Soon the opportunity came, for fear of being attacked by German bombers at dawn, the fleet fled in such a hurry that there was no decent alert for the nearby seas. So the U-47 easily fired all six torpedoes at a very close distance, with the result that two torpedoes hit a cruiser flanking the Howe, and the other four torpedoes all hit the side of the British's newest battleship, the Howe.
As a result, two of the four torpedoes hit the Howe's ammunition depot and detonated the large-caliber artillery ammunition inside, and the other one hit the boiler room, scrapping half of the Howe's power system.

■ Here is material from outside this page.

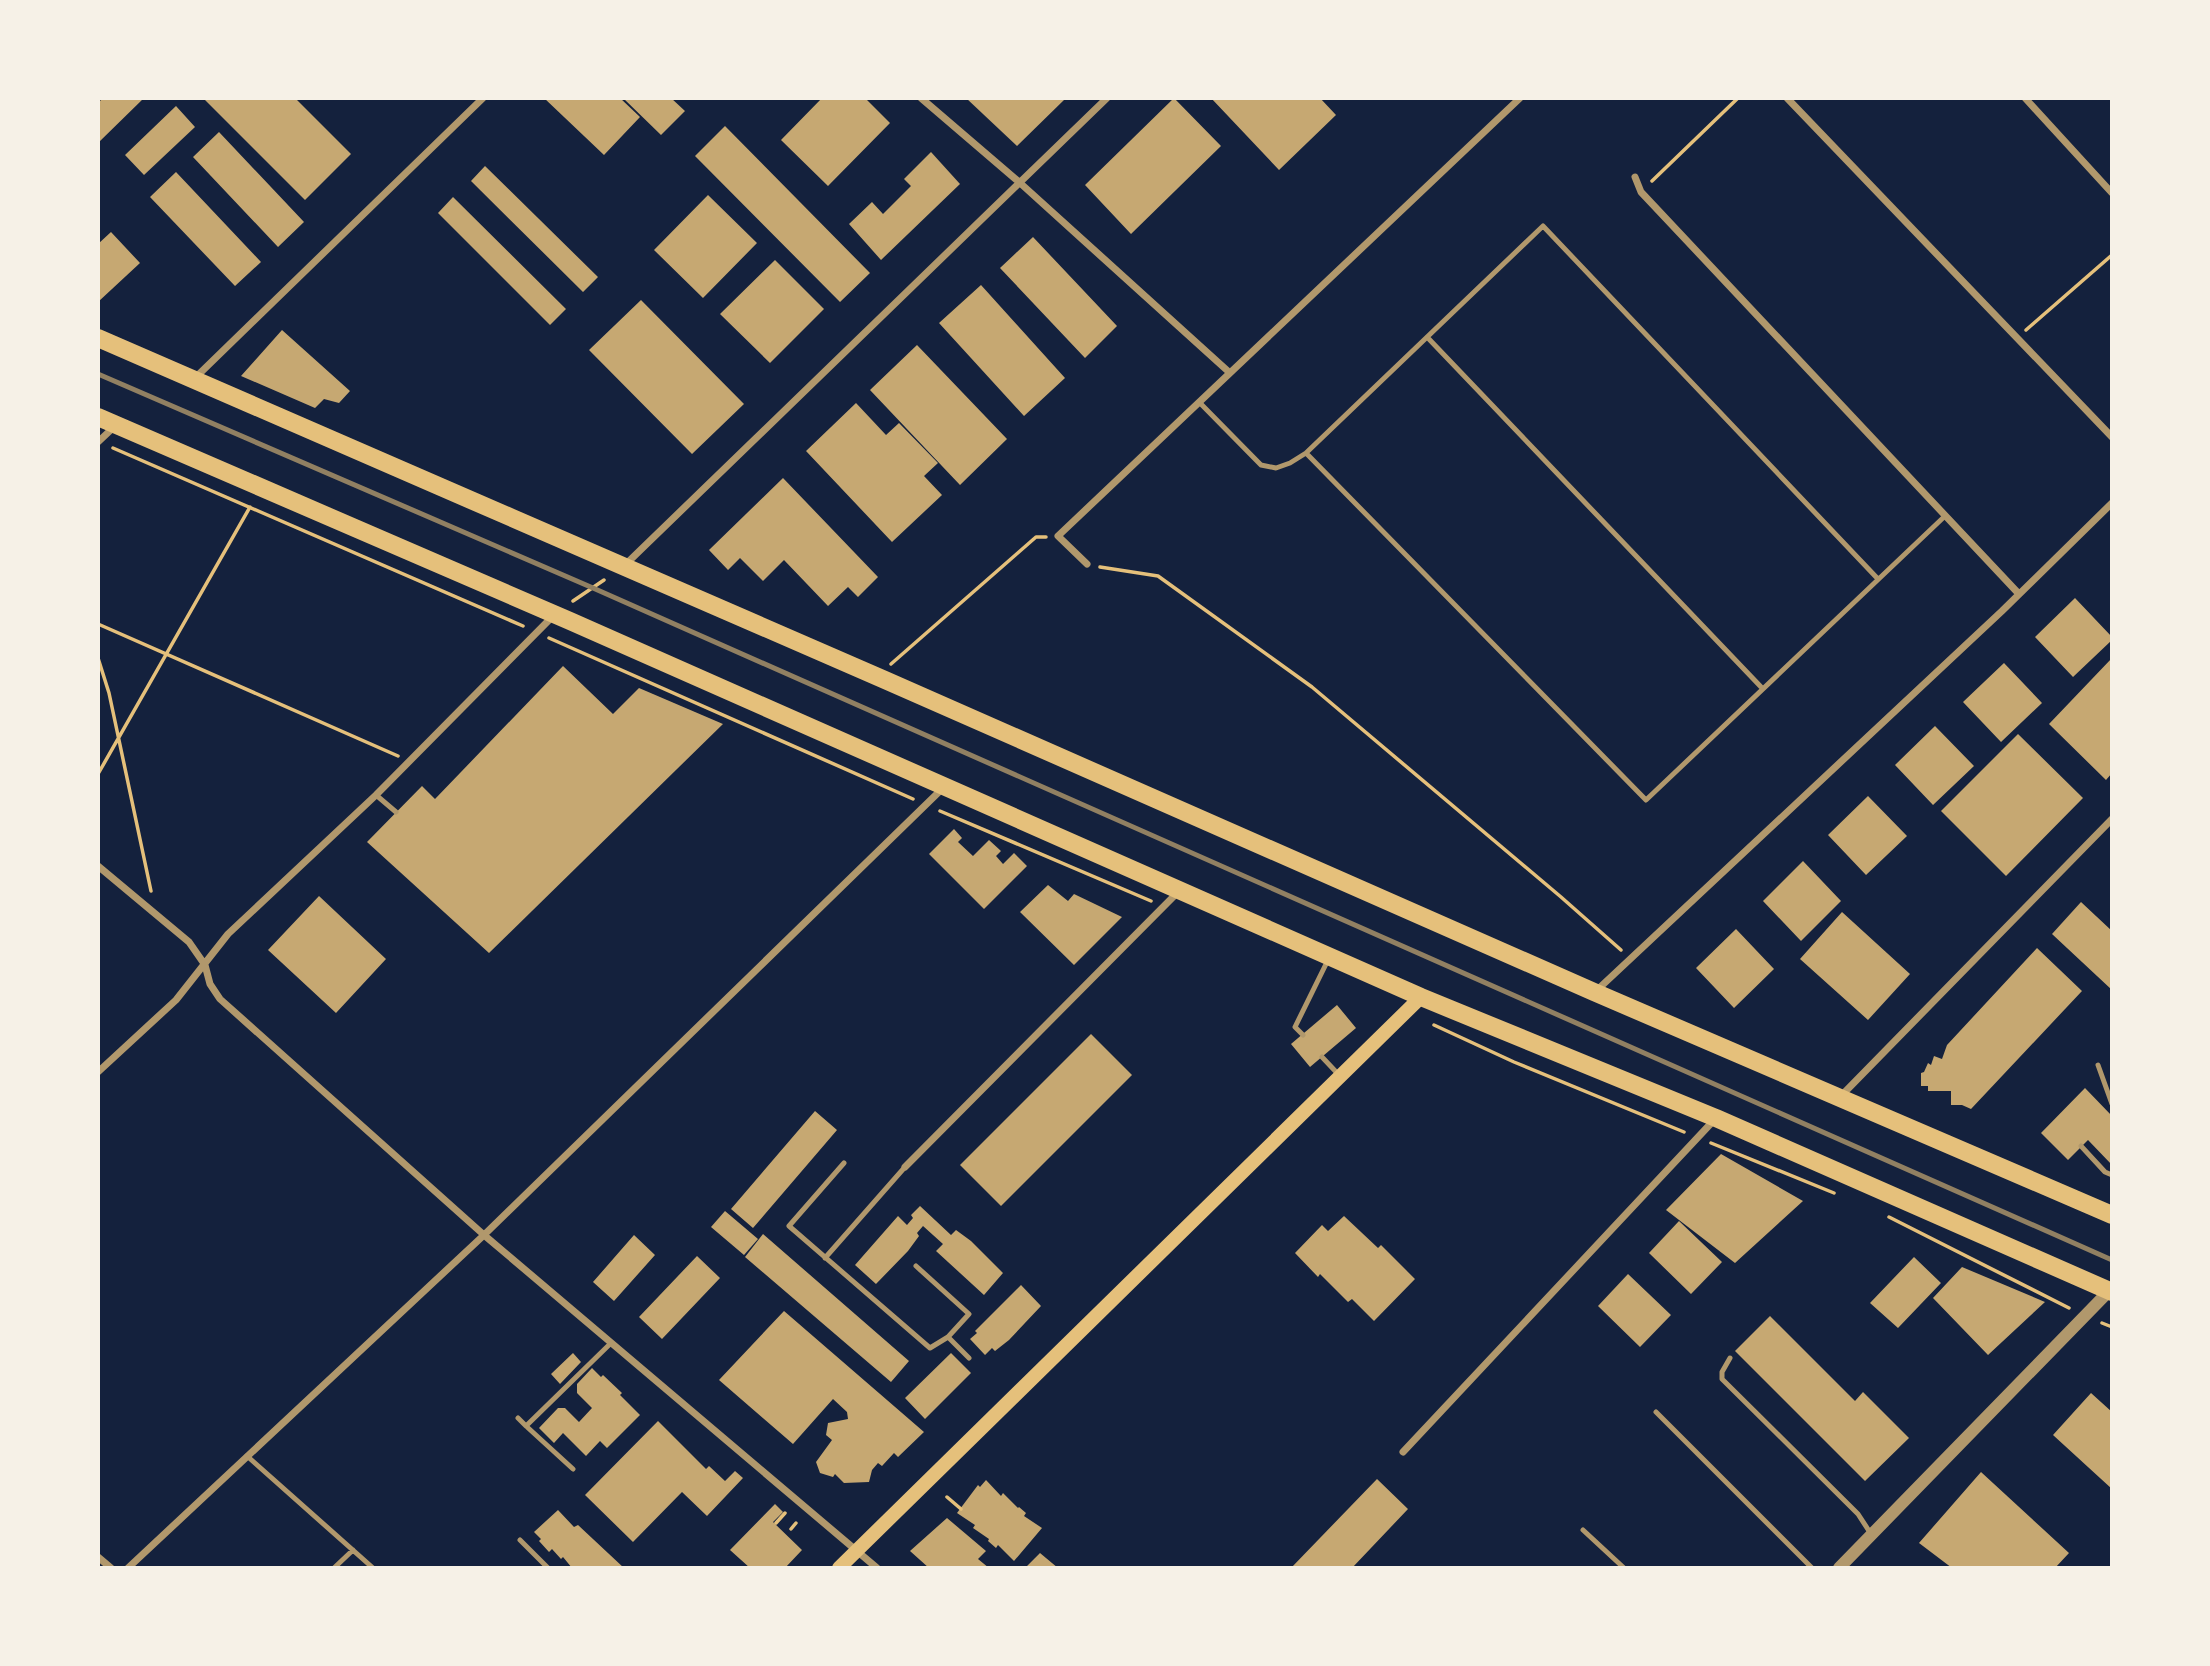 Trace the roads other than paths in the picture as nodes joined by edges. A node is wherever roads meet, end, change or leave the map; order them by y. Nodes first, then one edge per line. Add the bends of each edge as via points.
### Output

The large amount of water did not leave much time for the battleship Howe, and within a few minutes, the battleship Howe capsized and sank on the surface, and except for a few sailors who escaped by chance, most of the people who jumped into the sea were pulled into the abyss by the whirlpool formed by the sinking of the ship. And this time the U-47 took advantage of the chaos to escape, leaving an indelible wound on the British Navy.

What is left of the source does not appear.